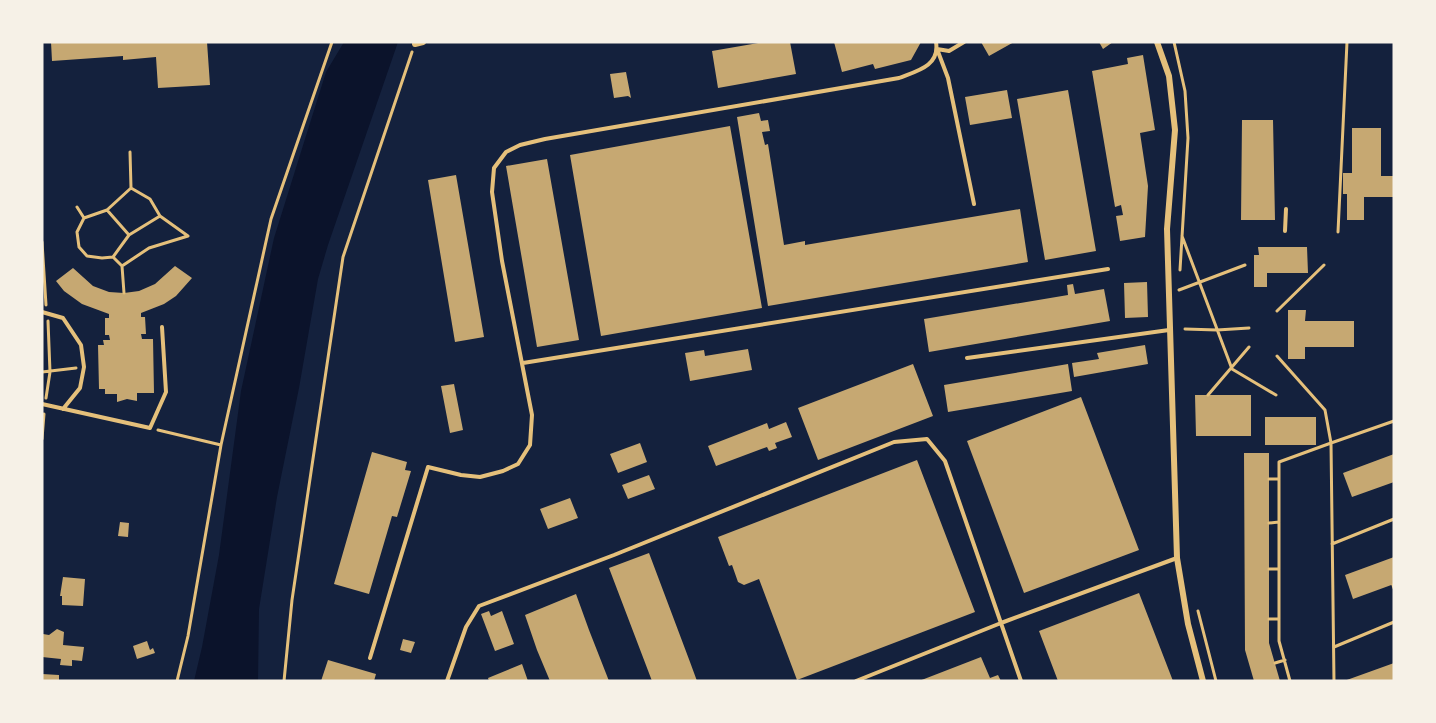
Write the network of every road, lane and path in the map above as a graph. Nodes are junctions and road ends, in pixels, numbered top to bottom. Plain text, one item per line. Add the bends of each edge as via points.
1 (332, 42) edge
2 (423, 42) edge
3 (936, 42) edge
4 (964, 42) edge
5 (1157, 42) edge
6 (1174, 42) edge
7 (1347, 42) edge
8 (415, 44) joint
9 (937, 49) junction
10 (130, 152) dead end
11 (131, 188) junction
12 (974, 204) dead end
13 (77, 207) dead end
14 (1286, 209) dead end
15 (107, 210) junction
16 (160, 216) junction
17 (84, 218) junction
18 (1285, 231) dead end
19 (1338, 232) dead end
20 (1181, 234) junction
21 (129, 235) junction
22 (42, 242) edge
23 (113, 257) junction
24 (1245, 265) dead end
25 (1324, 265) dead end
26 (122, 266) junction
27 (1108, 269) dead end
28 (1198, 282) junction
29 (124, 293) dead end
30 (1277, 311) dead end
31 (44, 313) edge
32 (1181, 324) dead end
33 (162, 327) dead end
34 (1249, 328) dead end
35 (1185, 329) dead end
36 (1169, 330) junction
37 (1217, 330) junction
38 (1181, 335) dead end
39 (1249, 348) dead end
40 (1276, 356) dead end
41 (967, 358) dead end
42 (523, 363) junction
43 (84, 367) junction
44 (1232, 369) junction
45 (42, 372) edge
46 (50, 372) junction
47 (1208, 395) dead end
48 (1276, 395) dead end
49 (44, 404) edge
50 (63, 409) junction
51 (1394, 421) edge
52 (150, 428) junction
53 (42, 439) edge
54 (1331, 443) junction
55 (221, 445) junction
56 (1269, 479) dead end
57 (1279, 479) junction
58 (1394, 519) edge
59 (1279, 522) junction
60 (1269, 523) dead end
61 (1332, 544) junction
62 (1177, 558) junction
63 (1269, 569) dead end
64 (1279, 569) junction
65 (1197, 610) dead end
66 (1269, 619) dead end
67 (1280, 619) junction
68 (1394, 622) edge
69 (1001, 623) junction
70 (1334, 647) junction
71 (370, 658) dead end
72 (1285, 660) junction
73 (1275, 663) dead end
74 (177, 681) edge
75 (284, 681) edge
76 (447, 681) edge
77 (856, 681) edge
78 (1021, 681) edge
79 (1203, 681) edge
80 (1216, 681) edge
81 (1290, 681) edge
82 (1334, 681) edge

1 - 55 path via 272,219
2 - 8 street
3 - 9 lane
4 - 9 lane via 949,51
5 - 36 street via 1169,76 1175,130 1167,229
6 - 20 path via 1185,92 1188,138
7 - 19 path
8 - 75 path via 343,257 292,600
9 - 12 lane via 948,78
9 - 42 lane via 933,61 924,68 899,78 545,139 506,152 494,168 492,192
10 - 11 path
11 - 15 path
11 - 16 path via 150,200
13 - 17 path
14 - 18 lane
15 - 17 path
15 - 21 path
16 - 21 path
16 - 26 path via 188,236 148,248
17 - 23 path via 77,232 79,247 87,256
20 - 28 path
20 - 28 path via 1179,290
21 - 23 path
22 - 31 path
23 - 26 path
24 - 28 path
25 - 30 path
26 - 29 path
27 - 42 lane
28 - 37 path
31 - 43 lane via 63,318 81,345
31 - 46 path
32 - 38 path
33 - 52 lane via 166,392
34 - 37 path
35 - 37 path
36 - 41 lane
36 - 62 street
37 - 44 path
39 - 44 path
40 - 54 path via 1325,410
42 - 71 lane via 532,415 530,445 518,464 480,477 428,467
43 - 46 path
43 - 50 lane via 81,388
44 - 47 path
44 - 48 path
45 - 46 path
46 - 49 path
49 - 50 lane
49 - 53 path
50 - 52 lane
51 - 54 path
52 - 55 path
54 - 57 path via 1279,462
54 - 61 path
55 - 74 path
56 - 57 path
57 - 59 path
58 - 61 path
59 - 60 path
59 - 64 path
61 - 70 path
62 - 69 lane
62 - 79 street
63 - 64 path
64 - 67 path
65 - 80 path
66 - 67 path
67 - 72 path via 1279,641
68 - 70 path
69 - 76 lane via 945,461 927,439 894,442 479,606 466,627
69 - 77 lane
69 - 78 lane
70 - 82 path
72 - 73 path
72 - 81 path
• • •
ABOUT THIS TASK
Rewrite the data above exactly as given, but omit the images.

EXERCISE ANSWER
Write the network of every road, lane and path in the map above as a graph. Nodes are junctions and road ends, in pixels, numbered top to bottom. Plain text, one item per line. Add the bends of each edge as via points.
1 (332, 42) edge
2 (423, 42) edge
3 (936, 42) edge
4 (964, 42) edge
5 (1157, 42) edge
6 (1174, 42) edge
7 (1347, 42) edge
8 (415, 44) joint
9 (937, 49) junction
10 (130, 152) dead end
11 (131, 188) junction
12 (974, 204) dead end
13 (77, 207) dead end
14 (1286, 209) dead end
15 (107, 210) junction
16 (160, 216) junction
17 (84, 218) junction
18 (1285, 231) dead end
19 (1338, 232) dead end
20 (1181, 234) junction
21 (129, 235) junction
22 (42, 242) edge
23 (113, 257) junction
24 (1245, 265) dead end
25 (1324, 265) dead end
26 (122, 266) junction
27 (1108, 269) dead end
28 (1198, 282) junction
29 (124, 293) dead end
30 (1277, 311) dead end
31 (44, 313) edge
32 (1181, 324) dead end
33 (162, 327) dead end
34 (1249, 328) dead end
35 (1185, 329) dead end
36 (1169, 330) junction
37 (1217, 330) junction
38 (1181, 335) dead end
39 (1249, 348) dead end
40 (1276, 356) dead end
41 (967, 358) dead end
42 (523, 363) junction
43 (84, 367) junction
44 (1232, 369) junction
45 (42, 372) edge
46 (50, 372) junction
47 (1208, 395) dead end
48 (1276, 395) dead end
49 (44, 404) edge
50 (63, 409) junction
51 (1394, 421) edge
52 (150, 428) junction
53 (42, 439) edge
54 (1331, 443) junction
55 (221, 445) junction
56 (1269, 479) dead end
57 (1279, 479) junction
58 (1394, 519) edge
59 (1279, 522) junction
60 (1269, 523) dead end
61 (1332, 544) junction
62 (1177, 558) junction
63 (1269, 569) dead end
64 (1279, 569) junction
65 (1197, 610) dead end
66 (1269, 619) dead end
67 (1280, 619) junction
68 (1394, 622) edge
69 (1001, 623) junction
70 (1334, 647) junction
71 (370, 658) dead end
72 (1285, 660) junction
73 (1275, 663) dead end
74 (177, 681) edge
75 (284, 681) edge
76 (447, 681) edge
77 (856, 681) edge
78 (1021, 681) edge
79 (1203, 681) edge
80 (1216, 681) edge
81 (1290, 681) edge
82 (1334, 681) edge

1 - 55 path via 272,219
2 - 8 street
3 - 9 lane
4 - 9 lane via 949,51
5 - 36 street via 1169,76 1175,130 1167,229
6 - 20 path via 1185,92 1188,138
7 - 19 path
8 - 75 path via 343,257 292,600
9 - 12 lane via 948,78
9 - 42 lane via 933,61 924,68 899,78 545,139 506,152 494,168 492,192
10 - 11 path
11 - 15 path
11 - 16 path via 150,200
13 - 17 path
14 - 18 lane
15 - 17 path
15 - 21 path
16 - 21 path
16 - 26 path via 188,236 148,248
17 - 23 path via 77,232 79,247 87,256
20 - 28 path
20 - 28 path via 1179,290
21 - 23 path
22 - 31 path
23 - 26 path
24 - 28 path
25 - 30 path
26 - 29 path
27 - 42 lane
28 - 37 path
31 - 43 lane via 63,318 81,345
31 - 46 path
32 - 38 path
33 - 52 lane via 166,392
34 - 37 path
35 - 37 path
36 - 41 lane
36 - 62 street
37 - 44 path
39 - 44 path
40 - 54 path via 1325,410
42 - 71 lane via 532,415 530,445 518,464 480,477 428,467
43 - 46 path
43 - 50 lane via 81,388
44 - 47 path
44 - 48 path
45 - 46 path
46 - 49 path
49 - 50 lane
49 - 53 path
50 - 52 lane
51 - 54 path
52 - 55 path
54 - 57 path via 1279,462
54 - 61 path
55 - 74 path
56 - 57 path
57 - 59 path
58 - 61 path
59 - 60 path
59 - 64 path
61 - 70 path
62 - 69 lane
62 - 79 street
63 - 64 path
64 - 67 path
65 - 80 path
66 - 67 path
67 - 72 path via 1279,641
68 - 70 path
69 - 76 lane via 945,461 927,439 894,442 479,606 466,627
69 - 77 lane
69 - 78 lane
70 - 82 path
72 - 73 path
72 - 81 path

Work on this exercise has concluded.